Where does the string "points" appear in the records? Copy each line that holds it.

:: EXTRACTED RECORDS ::

Content starts

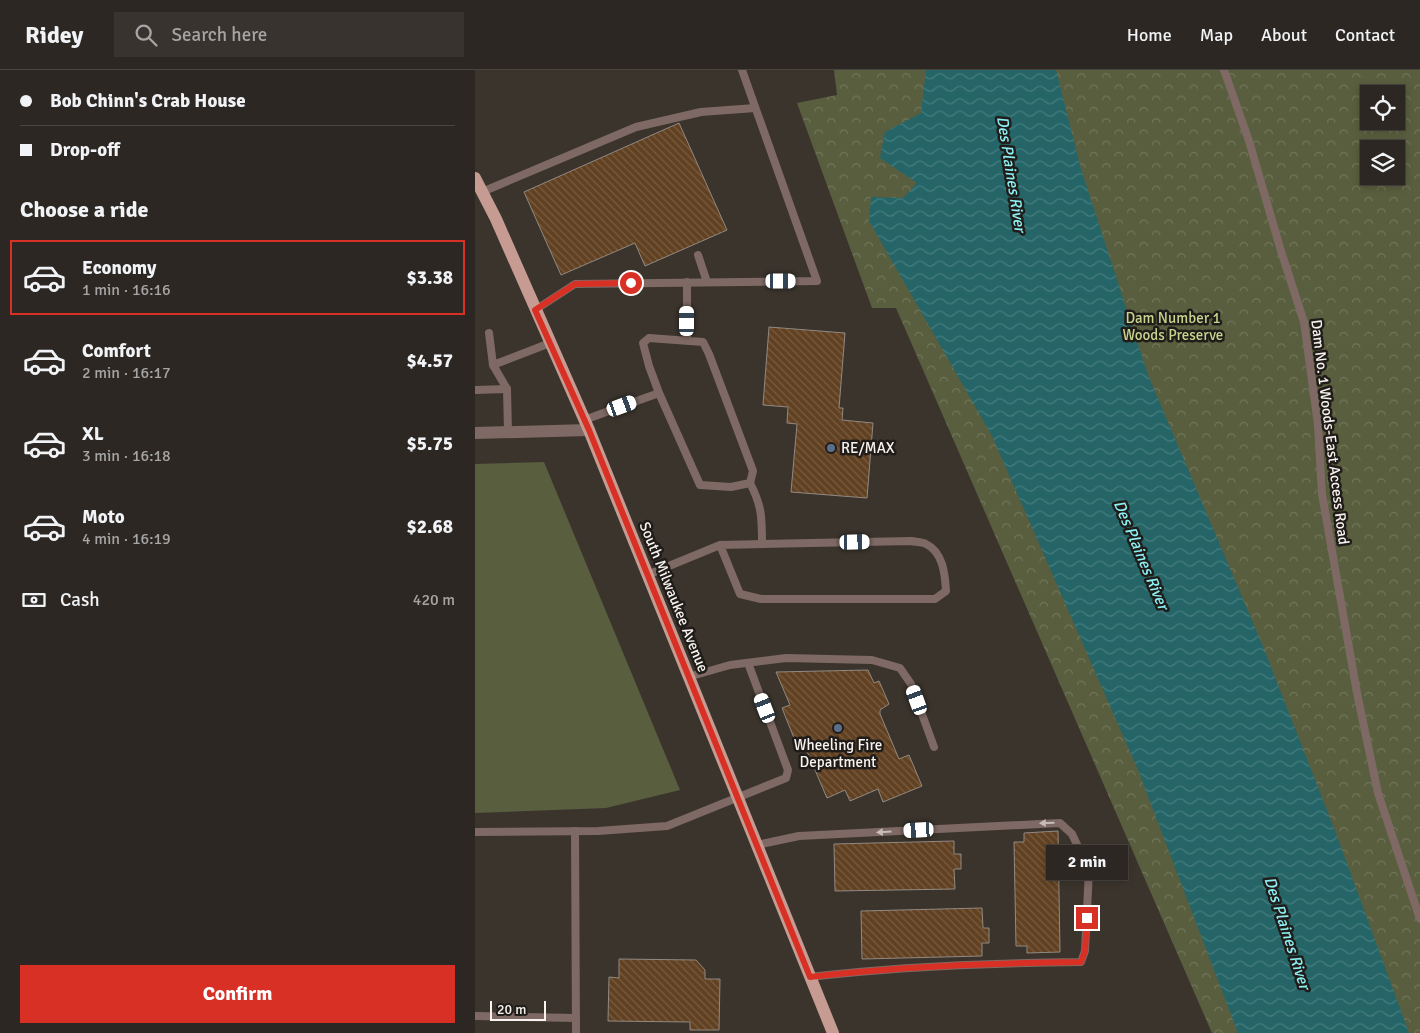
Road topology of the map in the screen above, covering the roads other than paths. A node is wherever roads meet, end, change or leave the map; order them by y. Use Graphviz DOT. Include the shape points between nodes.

Content ends
Content starts

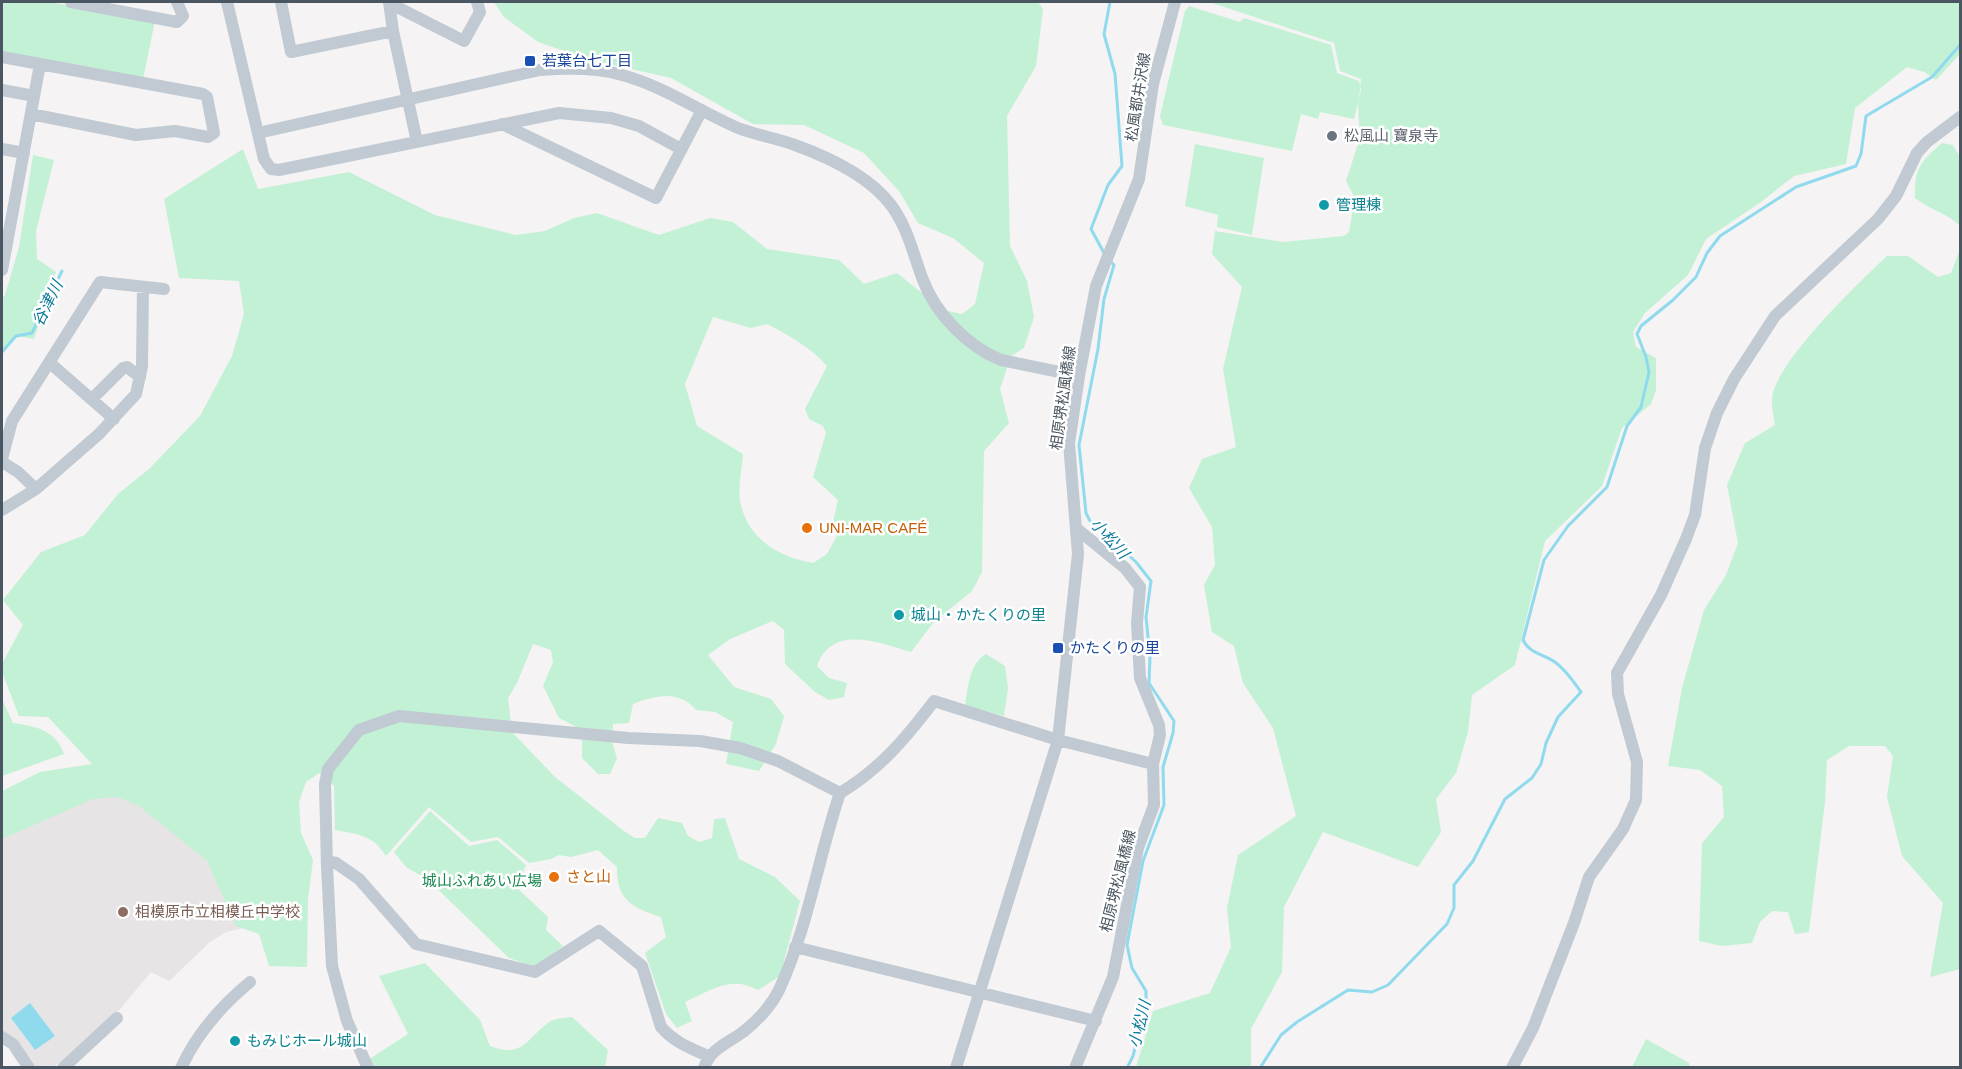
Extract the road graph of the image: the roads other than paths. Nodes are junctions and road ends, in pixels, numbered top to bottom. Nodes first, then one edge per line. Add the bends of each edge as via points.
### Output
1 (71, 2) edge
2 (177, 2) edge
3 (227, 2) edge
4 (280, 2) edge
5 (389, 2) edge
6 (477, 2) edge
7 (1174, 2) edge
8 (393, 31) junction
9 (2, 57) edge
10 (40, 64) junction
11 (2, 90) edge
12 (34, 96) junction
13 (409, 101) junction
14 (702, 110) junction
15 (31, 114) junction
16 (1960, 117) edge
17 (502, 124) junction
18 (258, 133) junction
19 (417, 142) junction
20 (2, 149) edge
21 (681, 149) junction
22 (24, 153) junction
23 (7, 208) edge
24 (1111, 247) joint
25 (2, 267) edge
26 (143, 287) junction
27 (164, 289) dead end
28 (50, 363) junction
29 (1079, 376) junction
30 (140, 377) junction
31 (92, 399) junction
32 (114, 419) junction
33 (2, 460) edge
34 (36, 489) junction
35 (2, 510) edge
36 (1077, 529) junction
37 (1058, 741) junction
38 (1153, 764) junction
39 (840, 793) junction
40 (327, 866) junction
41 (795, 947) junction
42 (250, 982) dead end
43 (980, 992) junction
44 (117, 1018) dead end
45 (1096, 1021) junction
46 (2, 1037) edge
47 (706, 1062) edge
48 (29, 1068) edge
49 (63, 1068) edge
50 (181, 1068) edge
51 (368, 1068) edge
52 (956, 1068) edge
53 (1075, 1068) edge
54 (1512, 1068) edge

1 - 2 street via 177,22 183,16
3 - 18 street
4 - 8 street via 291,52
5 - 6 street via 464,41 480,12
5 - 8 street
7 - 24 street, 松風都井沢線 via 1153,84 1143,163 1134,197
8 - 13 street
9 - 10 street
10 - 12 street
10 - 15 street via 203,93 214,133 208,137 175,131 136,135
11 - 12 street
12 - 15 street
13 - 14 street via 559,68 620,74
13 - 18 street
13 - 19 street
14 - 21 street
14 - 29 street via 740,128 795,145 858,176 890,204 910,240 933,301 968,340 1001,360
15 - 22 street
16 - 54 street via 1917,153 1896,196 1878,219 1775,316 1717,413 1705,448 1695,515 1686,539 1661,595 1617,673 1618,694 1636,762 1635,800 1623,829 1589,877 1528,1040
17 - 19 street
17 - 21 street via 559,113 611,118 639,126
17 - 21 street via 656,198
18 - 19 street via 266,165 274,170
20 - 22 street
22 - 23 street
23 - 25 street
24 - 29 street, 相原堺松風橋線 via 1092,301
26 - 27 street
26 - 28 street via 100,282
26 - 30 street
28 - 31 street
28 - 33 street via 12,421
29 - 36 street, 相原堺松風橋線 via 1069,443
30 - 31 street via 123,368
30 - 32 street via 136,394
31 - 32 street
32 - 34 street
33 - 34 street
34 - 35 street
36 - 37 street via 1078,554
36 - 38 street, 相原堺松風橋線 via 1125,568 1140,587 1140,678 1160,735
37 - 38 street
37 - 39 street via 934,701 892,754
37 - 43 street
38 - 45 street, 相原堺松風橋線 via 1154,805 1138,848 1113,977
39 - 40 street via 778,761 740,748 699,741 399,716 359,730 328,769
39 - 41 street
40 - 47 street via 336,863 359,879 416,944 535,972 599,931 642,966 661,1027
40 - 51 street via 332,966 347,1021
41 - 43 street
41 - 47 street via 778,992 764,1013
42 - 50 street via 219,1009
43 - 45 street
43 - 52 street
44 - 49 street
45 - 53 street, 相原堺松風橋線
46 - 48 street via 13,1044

Content ends

:: RESPONSE AREA ::
Road topology of the map in the screen above, covering the roads other than paths. A node is wherever roads meet, end, change or leave the map; order them by y. Use Graphviz DOT. Include the shape points between nodes.
Extract the road graph of the image: the roads other than paths. Nodes are junctions and road ends, in pixels, numbered top to bottom. Nodes first, then one edge per line. Add the bends of each edge as via points.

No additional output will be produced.